Could Blockchain have stopped Nirav Modi’s Rs 11,300 crore scam?
The world over, organisations are leveraging Blockchain to manage corruption, risk, and fraud. As banks adopt the technology, it’s important to remember that it is possible to unlock the blocks if all parties collude to game the system. Blockchain works if human intervention is removed, and for that, we need every aspect of record keeping to go digital for the Blockchain system to work.
Banking institutions in India have hit an all-time low. Gross bad assets, where neither interest nor principal is repaid by the borrower, of nine of the country’s 21 nationalised banks averaged around 15 percent last year.
The high burden on bank balance sheets isn’t the only thing the government has to contend with. Scams and swindles abound, including case in point being that of celebrity jeweller Nirav Modi, accused of allegedly scamming Punjab National Bank (PNB) of Rs 11,300 crore.
Now, questions are being asked whether the government should fast-track Blockchain distributed ledger systems to verify every large loan transaction with a borrower, in the future, during the early stages of engaging with the bank.
But first, what is a Blockchain? And how could it help in scenarios such as these?
Settlement and payments are going to go peer-to-peer in a Blockchain ecosystem. A Blockchain is nothing but a distributed ledger where each party is in sync while executing a transaction; the narrative is that everything will be transparent.
How does it work? Whenever a person or a company applies for a high-value loan, things such as land titles, assets, and other letters of undertaking need to be verified. Each information exchange between different parties in a bank over documents submitted, by the party, becomes a block. Every time additional information is submitted, more blocks are created and verified with a token system where all parties have to agree whether the documentation is right. Any changes to documentation are subject to approval by all parties in the transaction, and are encrypted in the form of tokens.

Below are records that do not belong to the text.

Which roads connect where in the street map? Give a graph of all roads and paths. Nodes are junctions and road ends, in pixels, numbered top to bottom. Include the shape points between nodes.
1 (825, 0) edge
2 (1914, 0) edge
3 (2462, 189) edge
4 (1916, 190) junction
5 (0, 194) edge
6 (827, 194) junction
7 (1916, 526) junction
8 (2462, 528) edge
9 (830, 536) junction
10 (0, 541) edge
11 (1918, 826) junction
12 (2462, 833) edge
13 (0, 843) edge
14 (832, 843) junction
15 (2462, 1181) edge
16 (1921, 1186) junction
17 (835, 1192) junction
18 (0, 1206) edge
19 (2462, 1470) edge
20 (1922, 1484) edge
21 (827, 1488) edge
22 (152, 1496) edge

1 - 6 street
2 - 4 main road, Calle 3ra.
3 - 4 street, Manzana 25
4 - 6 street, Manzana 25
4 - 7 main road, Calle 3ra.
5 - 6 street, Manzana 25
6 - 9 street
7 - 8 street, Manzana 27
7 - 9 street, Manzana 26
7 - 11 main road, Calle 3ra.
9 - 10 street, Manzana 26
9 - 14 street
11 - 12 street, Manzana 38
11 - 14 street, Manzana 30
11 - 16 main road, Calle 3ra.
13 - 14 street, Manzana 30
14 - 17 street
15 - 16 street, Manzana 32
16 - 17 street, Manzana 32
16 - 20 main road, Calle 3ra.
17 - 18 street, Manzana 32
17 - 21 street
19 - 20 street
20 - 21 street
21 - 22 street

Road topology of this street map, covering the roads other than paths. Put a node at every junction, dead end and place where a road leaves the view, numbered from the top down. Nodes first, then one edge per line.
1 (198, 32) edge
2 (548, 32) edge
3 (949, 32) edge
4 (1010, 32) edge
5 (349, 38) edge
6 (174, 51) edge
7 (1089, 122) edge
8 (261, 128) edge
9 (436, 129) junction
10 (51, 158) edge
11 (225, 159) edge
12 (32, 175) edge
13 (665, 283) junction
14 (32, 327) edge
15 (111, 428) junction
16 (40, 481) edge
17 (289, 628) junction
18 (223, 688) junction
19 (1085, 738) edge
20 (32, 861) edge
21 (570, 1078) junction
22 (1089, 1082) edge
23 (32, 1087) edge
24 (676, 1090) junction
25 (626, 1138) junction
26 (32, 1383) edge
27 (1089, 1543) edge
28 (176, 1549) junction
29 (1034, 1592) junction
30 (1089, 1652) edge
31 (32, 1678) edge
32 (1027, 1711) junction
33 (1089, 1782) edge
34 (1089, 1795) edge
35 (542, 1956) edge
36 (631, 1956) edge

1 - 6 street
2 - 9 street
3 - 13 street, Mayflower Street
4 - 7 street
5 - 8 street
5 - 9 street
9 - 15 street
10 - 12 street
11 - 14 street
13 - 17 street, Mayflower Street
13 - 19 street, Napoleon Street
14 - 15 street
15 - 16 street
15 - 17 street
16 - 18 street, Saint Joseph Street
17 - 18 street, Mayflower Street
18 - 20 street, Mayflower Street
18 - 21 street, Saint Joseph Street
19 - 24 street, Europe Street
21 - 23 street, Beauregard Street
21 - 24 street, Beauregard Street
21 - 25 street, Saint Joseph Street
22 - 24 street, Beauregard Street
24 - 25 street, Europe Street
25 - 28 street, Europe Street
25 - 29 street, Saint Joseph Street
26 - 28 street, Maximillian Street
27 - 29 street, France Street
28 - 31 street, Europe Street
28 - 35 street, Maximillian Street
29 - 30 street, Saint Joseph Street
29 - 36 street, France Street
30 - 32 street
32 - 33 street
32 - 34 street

According to PWC, $10 trillion of the global GDP will be on Blockchain by 2030 – that is about 10 percent of the global GDP. It makes sense when you think that India is a $2 trillion economy and $20 billion is lost on tracking land titles each year.
Sudhin Baraokar, Head of Innovation, SBI, says, “I just hear a lot of stories around digital technologies disrupting banks. But we, at SBI, got 27 banks together and work in an ecosystem already. Our stakeholders need outcomes; that’s when Blockchain becomes mainstream. You need to be able to show them that Blockchain can handle a scale of transactions in new business lines such as crowd-based funding and P-2-P lending.”
A study by the Association of Certified Fraud Examiners states that a typical organisation loses 5 percent of revenues to fraud each year. Fraud and scams can go undetected in a business for long, and here's where Blockchain can make all the difference.
Since the Blockchain is distributed, immutable, and can be permissioned, it is being used to prevent scams in real industries.
So, could Blockchain save the day?
Nirav Modi, 48, was already being investigated by the CBI for a Rs 280 crore fraud, in 2017, after a complaint by Punjab National Bank. Now would Blockchain have stopped this man from scamming the system? It doesn’t seem likely!
Banks accept Letters of Undertaking, where the party gives a personal guarantee to make good the loan if the business fails, from parties which practically don't come on to banks’ digital records. These are ad-hoc arrangements that the party and the banks create. Nirav apparently had eight such letters issued.
So, the intrinsic problem is that people “game” technology to get money. Once money is in the borrower’s account, Blockchain or no Blockchain, the system can always be gamed by incumbents. The important question is “are we ready for a transparent India”?
The block about Blockchain
The Nirav Scam must be a case in point for banking to make documents go digital. But it’s important to remember that nothing can stop a criminal mind from unlocking the blocks.
Rajesh Dhuddu, SVP, Quatro, which tailors solutions for the needs of the global financial industry, says, “Today, there is uncertainty in establishing how the whole thing works because they have not been able to tell how the exchange of records happens.” He adds that Fortune 500 companies have still not moved to Blockchain because of the lack of understanding of the technology.
According to Gartner Inc., the business value-add of Blockchain will grow to slightly more than $176 billion by 2025, and will exceed $3.1 trillion by 2030. That’s why IT services are betting big on it. It is going to be part of their cloud and platform offering. All IT services companies constitute less than 10 percent of their revenues from the cloud. With global corporations betting big on security, AI, machine learning and analytics, all these services can be built on Blockchain-as-a-service.
One needs to look at the history of Blockchain and how it has evolved to form a view on the future of Blockchain. Just believing that it’s the panacea to all the problems in the world isn’t the way to go.